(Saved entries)
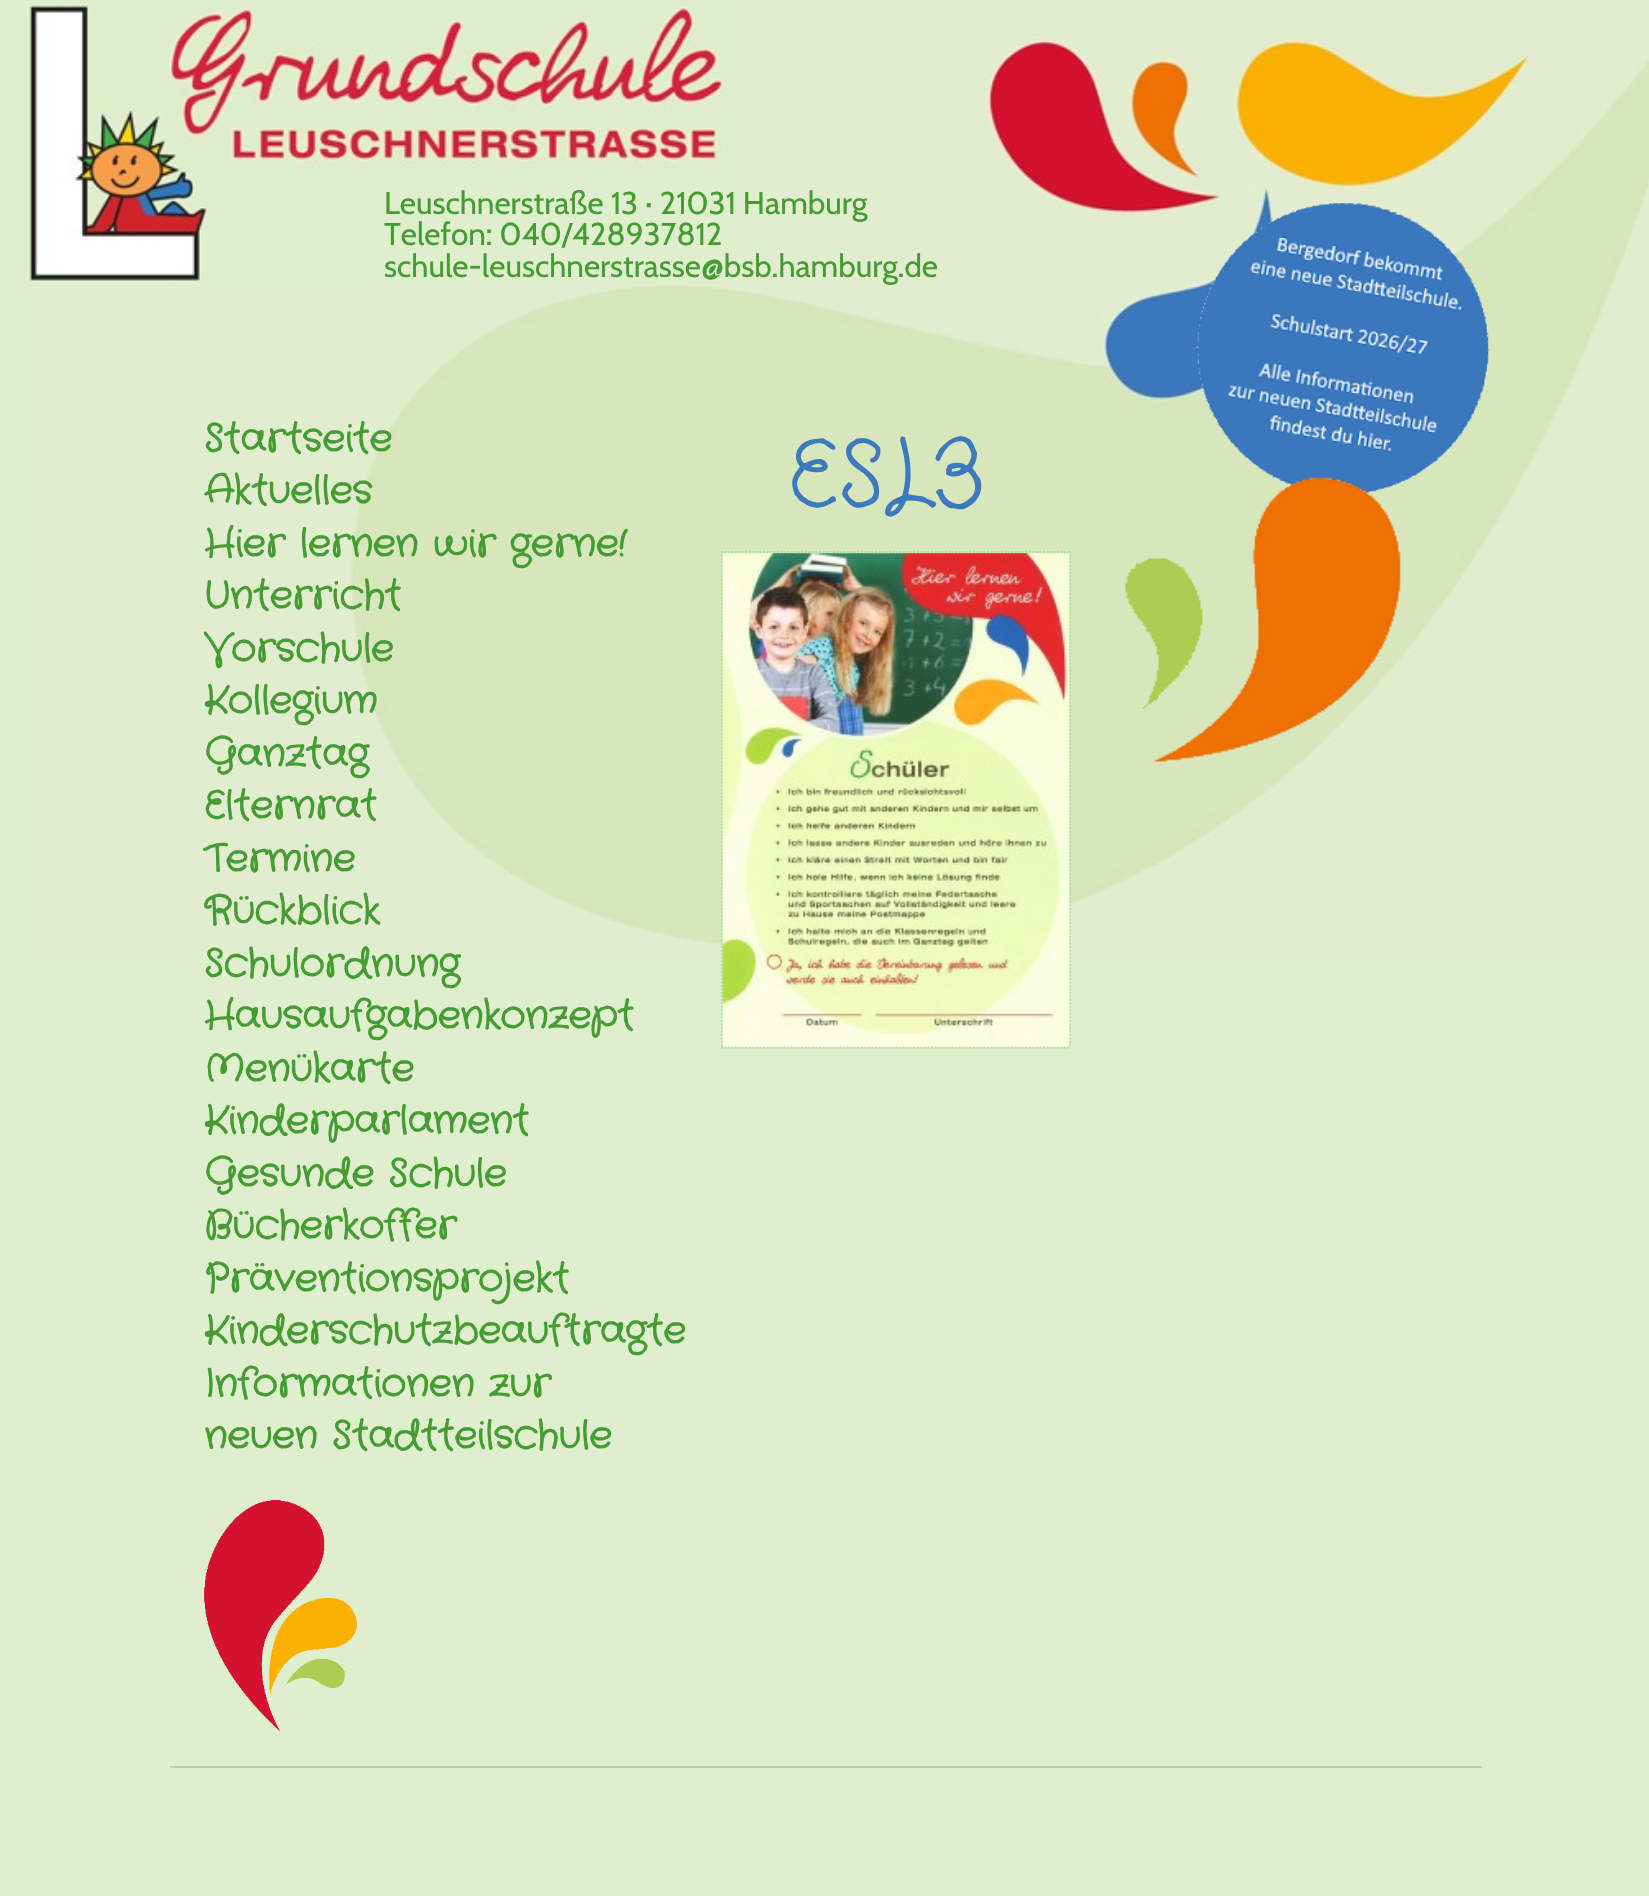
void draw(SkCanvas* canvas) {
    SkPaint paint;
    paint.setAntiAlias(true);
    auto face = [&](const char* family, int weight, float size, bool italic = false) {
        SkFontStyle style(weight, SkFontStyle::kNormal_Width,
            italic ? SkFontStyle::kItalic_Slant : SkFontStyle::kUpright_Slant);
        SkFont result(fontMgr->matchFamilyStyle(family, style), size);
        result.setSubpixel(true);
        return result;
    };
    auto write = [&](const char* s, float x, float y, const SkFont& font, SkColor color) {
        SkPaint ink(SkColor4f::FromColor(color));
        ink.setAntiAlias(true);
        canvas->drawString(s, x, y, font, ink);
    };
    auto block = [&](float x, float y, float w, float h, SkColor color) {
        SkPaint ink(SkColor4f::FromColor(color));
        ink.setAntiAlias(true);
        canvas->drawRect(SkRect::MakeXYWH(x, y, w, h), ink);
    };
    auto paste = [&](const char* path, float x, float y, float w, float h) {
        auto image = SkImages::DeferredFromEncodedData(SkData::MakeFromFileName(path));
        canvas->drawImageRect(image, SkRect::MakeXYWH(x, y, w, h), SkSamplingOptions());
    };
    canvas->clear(SkColorSetRGB(223, 238, 205));
    paste("pic1.png", 27, 0, 1622, 953);
    auto kFont1 = face("Cabin", 400, 31.5f);
    write("Leuschnerstraße 13 · 21031 Hamburg", 384, 214, kFont1, SkColorSetRGB(69, 156, 51));
    write("Telefon: 040/428 93 78 12", 384, 245, kFont1, SkColorSetRGB(69, 156, 51));
    write("schule-leuschnerstrasse@bsb.hamburg.de", 384, 277, kFont1, SkColorSetRGB(69, 156, 51));
    paste("pic2.png", 1196, 203, 294, 290);
    auto kFont2 = face("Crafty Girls", 700, 38.5f);
    write("Startseite", 204, 450, kFont2, SkColorSetRGB(69, 156, 51));
    write("Aktuelles", 204, 502, kFont2, SkColorSetRGB(69, 156, 51));
    write("Hier lernen wir gerne!", 204, 555, kFont2, SkColorSetRGB(69, 156, 51));
    write("Unterricht", 204, 607, kFont2, SkColorSetRGB(69, 156, 51));
    write("Vorschule", 204, 660, kFont2, SkColorSetRGB(69, 156, 51));
    write("Kollegium", 204, 712, kFont2, SkColorSetRGB(69, 156, 51));
    write("Ganztag", 204, 765, kFont2, SkColorSetRGB(69, 156, 51));
    write("Elternrat", 204, 817, kFont2, SkColorSetRGB(69, 156, 51));
    write("Termine", 204, 870, kFont2, SkColorSetRGB(69, 156, 51));
    write("Rückblick", 204, 922, kFont2, SkColorSetRGB(69, 156, 51));
    write("Schulordnung", 204, 975, kFont2, SkColorSetRGB(69, 156, 51));
    write("Hausaufgabenkonzept", 204, 1027, kFont2, SkColorSetRGB(69, 156, 51));
    write("Menükarte", 204, 1080, kFont2, SkColorSetRGB(69, 156, 51));
    write("Kinderparlament", 204, 1132, kFont2, SkColorSetRGB(69, 156, 51));
    write("Gesunde Schule", 204, 1185, kFont2, SkColorSetRGB(69, 156, 51));
    write("Bücherkoffer", 204, 1237, kFont2, SkColorSetRGB(69, 156, 51));
    write("Präventionsprojekt", 204, 1290, kFont2, SkColorSetRGB(69, 156, 51));
    write("Kinderschutzbeauftragte", 204, 1342, kFont2, SkColorSetRGB(69, 156, 51));
    write("Informationen zur", 204, 1395, kFont2, SkColorSetRGB(69, 156, 51));
    write("neuen Stadtteilschule", 204, 1447, kFont2, SkColorSetRGB(69, 156, 51));
    paste("pic3.png", 204, 1500, 153, 232);
    auto kFont3 = face("Crafty Girls", 400, 93);
    write("ESL3", 788, 502, kFont3, SkColorSetRGB(60, 121, 190));
    paint.setStyle(SkPaint::kStroke_Style);
    paint.setStrokeWidth(1.8f);
    paint.setColor(SkColorSetRGB(166, 223, 155));
    paint.setPathEffect(SkDashPathEffect::Make({{1.75f, 1.75f}}, 0));
    canvas->drawPath(SkPathBuilder().moveTo(721, 552).lineTo(1071, 552).detach(), paint);
    paint.setPathEffect(nullptr);
    paint.setPathEffect(SkDashPathEffect::Make({{1.75f, 1.75f}}, 0));
    canvas->drawPath(SkPathBuilder().moveTo(1070, 551).lineTo(1070, 1048).detach(), paint);
    paint.setPathEffect(nullptr);
    paint.setPathEffect(SkDashPathEffect::Make({{1.75f, 1.75f}}, 0));
    canvas->drawPath(SkPathBuilder().moveTo(721, 1047.5f).lineTo(1071, 1047.5f).detach(), paint);
    paint.setPathEffect(nullptr);
    paint.setPathEffect(SkDashPathEffect::Make({{1.75f, 1.75f}}, 0));
    canvas->drawPath(SkPathBuilder().moveTo(722, 551).lineTo(722, 1048).detach(), paint);
    paint.setPathEffect(nullptr);
    paste("pic4.png", 722, 553, 348, 494);
    paste("pic5.png", 1124, 477, 277, 285);
    block(170, 1766, 1312, 2, SkColorSetRGB(197, 201, 171));
}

- _What is expected_
For each line above that holds the string "SkFontStyle", provide a copy of that line.

- _Task solution_
        SkFontStyle style(weight, SkFontStyle::kNormal_Width,
            italic ? SkFontStyle::kItalic_Slant : SkFontStyle::kUpright_Slant);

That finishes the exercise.